- DATA UNDER STUDY
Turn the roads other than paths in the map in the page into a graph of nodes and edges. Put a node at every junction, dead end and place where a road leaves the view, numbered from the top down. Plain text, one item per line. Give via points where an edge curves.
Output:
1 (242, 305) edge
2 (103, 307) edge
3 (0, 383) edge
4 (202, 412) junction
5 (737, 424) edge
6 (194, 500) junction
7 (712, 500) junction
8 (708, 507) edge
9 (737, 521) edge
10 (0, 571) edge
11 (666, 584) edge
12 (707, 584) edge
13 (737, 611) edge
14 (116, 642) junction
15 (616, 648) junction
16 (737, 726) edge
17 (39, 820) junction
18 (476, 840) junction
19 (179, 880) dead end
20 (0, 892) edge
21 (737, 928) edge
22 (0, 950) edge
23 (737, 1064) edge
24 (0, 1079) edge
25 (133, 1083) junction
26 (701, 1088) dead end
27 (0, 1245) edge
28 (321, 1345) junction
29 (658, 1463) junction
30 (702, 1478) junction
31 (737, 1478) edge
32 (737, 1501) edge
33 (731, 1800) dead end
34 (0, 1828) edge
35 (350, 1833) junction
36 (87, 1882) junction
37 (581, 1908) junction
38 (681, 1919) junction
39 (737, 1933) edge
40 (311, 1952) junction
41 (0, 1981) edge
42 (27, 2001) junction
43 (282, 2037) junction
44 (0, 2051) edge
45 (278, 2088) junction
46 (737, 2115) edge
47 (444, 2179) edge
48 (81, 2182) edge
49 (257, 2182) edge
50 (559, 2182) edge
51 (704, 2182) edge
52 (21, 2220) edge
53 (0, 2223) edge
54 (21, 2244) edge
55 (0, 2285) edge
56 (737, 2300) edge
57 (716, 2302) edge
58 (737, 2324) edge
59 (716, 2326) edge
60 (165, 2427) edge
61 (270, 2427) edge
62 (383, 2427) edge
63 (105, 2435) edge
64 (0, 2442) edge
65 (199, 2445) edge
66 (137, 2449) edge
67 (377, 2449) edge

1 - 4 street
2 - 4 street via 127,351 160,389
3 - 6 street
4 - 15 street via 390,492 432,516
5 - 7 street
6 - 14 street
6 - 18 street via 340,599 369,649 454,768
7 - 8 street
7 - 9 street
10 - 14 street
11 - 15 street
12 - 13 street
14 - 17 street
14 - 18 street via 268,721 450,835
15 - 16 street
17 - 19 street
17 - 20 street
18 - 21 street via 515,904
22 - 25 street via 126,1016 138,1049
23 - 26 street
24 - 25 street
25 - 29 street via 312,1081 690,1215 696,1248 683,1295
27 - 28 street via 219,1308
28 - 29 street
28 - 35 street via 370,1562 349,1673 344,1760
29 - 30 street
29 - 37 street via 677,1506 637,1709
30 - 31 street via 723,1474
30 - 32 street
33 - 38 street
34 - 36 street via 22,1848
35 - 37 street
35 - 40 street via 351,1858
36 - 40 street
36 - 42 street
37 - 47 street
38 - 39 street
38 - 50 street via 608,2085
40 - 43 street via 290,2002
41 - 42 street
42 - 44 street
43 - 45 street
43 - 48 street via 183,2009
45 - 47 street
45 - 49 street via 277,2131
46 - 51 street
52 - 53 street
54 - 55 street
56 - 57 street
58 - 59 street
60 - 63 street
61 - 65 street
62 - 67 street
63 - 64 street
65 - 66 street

- ACTIVITY
Retype every line of the material exactly as given.

- COMPLETED EXERCISE
Turn the roads other than paths in the map in the page into a graph of nodes and edges. Put a node at every junction, dead end and place where a road leaves the view, numbered from the top down. Plain text, one item per line. Give via points where an edge curves.
Output:
1 (242, 305) edge
2 (103, 307) edge
3 (0, 383) edge
4 (202, 412) junction
5 (737, 424) edge
6 (194, 500) junction
7 (712, 500) junction
8 (708, 507) edge
9 (737, 521) edge
10 (0, 571) edge
11 (666, 584) edge
12 (707, 584) edge
13 (737, 611) edge
14 (116, 642) junction
15 (616, 648) junction
16 (737, 726) edge
17 (39, 820) junction
18 (476, 840) junction
19 (179, 880) dead end
20 (0, 892) edge
21 (737, 928) edge
22 (0, 950) edge
23 (737, 1064) edge
24 (0, 1079) edge
25 (133, 1083) junction
26 (701, 1088) dead end
27 (0, 1245) edge
28 (321, 1345) junction
29 (658, 1463) junction
30 (702, 1478) junction
31 (737, 1478) edge
32 (737, 1501) edge
33 (731, 1800) dead end
34 (0, 1828) edge
35 (350, 1833) junction
36 (87, 1882) junction
37 (581, 1908) junction
38 (681, 1919) junction
39 (737, 1933) edge
40 (311, 1952) junction
41 (0, 1981) edge
42 (27, 2001) junction
43 (282, 2037) junction
44 (0, 2051) edge
45 (278, 2088) junction
46 (737, 2115) edge
47 (444, 2179) edge
48 (81, 2182) edge
49 (257, 2182) edge
50 (559, 2182) edge
51 (704, 2182) edge
52 (21, 2220) edge
53 (0, 2223) edge
54 (21, 2244) edge
55 (0, 2285) edge
56 (737, 2300) edge
57 (716, 2302) edge
58 (737, 2324) edge
59 (716, 2326) edge
60 (165, 2427) edge
61 (270, 2427) edge
62 (383, 2427) edge
63 (105, 2435) edge
64 (0, 2442) edge
65 (199, 2445) edge
66 (137, 2449) edge
67 (377, 2449) edge

1 - 4 street
2 - 4 street via 127,351 160,389
3 - 6 street
4 - 15 street via 390,492 432,516
5 - 7 street
6 - 14 street
6 - 18 street via 340,599 369,649 454,768
7 - 8 street
7 - 9 street
10 - 14 street
11 - 15 street
12 - 13 street
14 - 17 street
14 - 18 street via 268,721 450,835
15 - 16 street
17 - 19 street
17 - 20 street
18 - 21 street via 515,904
22 - 25 street via 126,1016 138,1049
23 - 26 street
24 - 25 street
25 - 29 street via 312,1081 690,1215 696,1248 683,1295
27 - 28 street via 219,1308
28 - 29 street
28 - 35 street via 370,1562 349,1673 344,1760
29 - 30 street
29 - 37 street via 677,1506 637,1709
30 - 31 street via 723,1474
30 - 32 street
33 - 38 street
34 - 36 street via 22,1848
35 - 37 street
35 - 40 street via 351,1858
36 - 40 street
36 - 42 street
37 - 47 street
38 - 39 street
38 - 50 street via 608,2085
40 - 43 street via 290,2002
41 - 42 street
42 - 44 street
43 - 45 street
43 - 48 street via 183,2009
45 - 47 street
45 - 49 street via 277,2131
46 - 51 street
52 - 53 street
54 - 55 street
56 - 57 street
58 - 59 street
60 - 63 street
61 - 65 street
62 - 67 street
63 - 64 street
65 - 66 street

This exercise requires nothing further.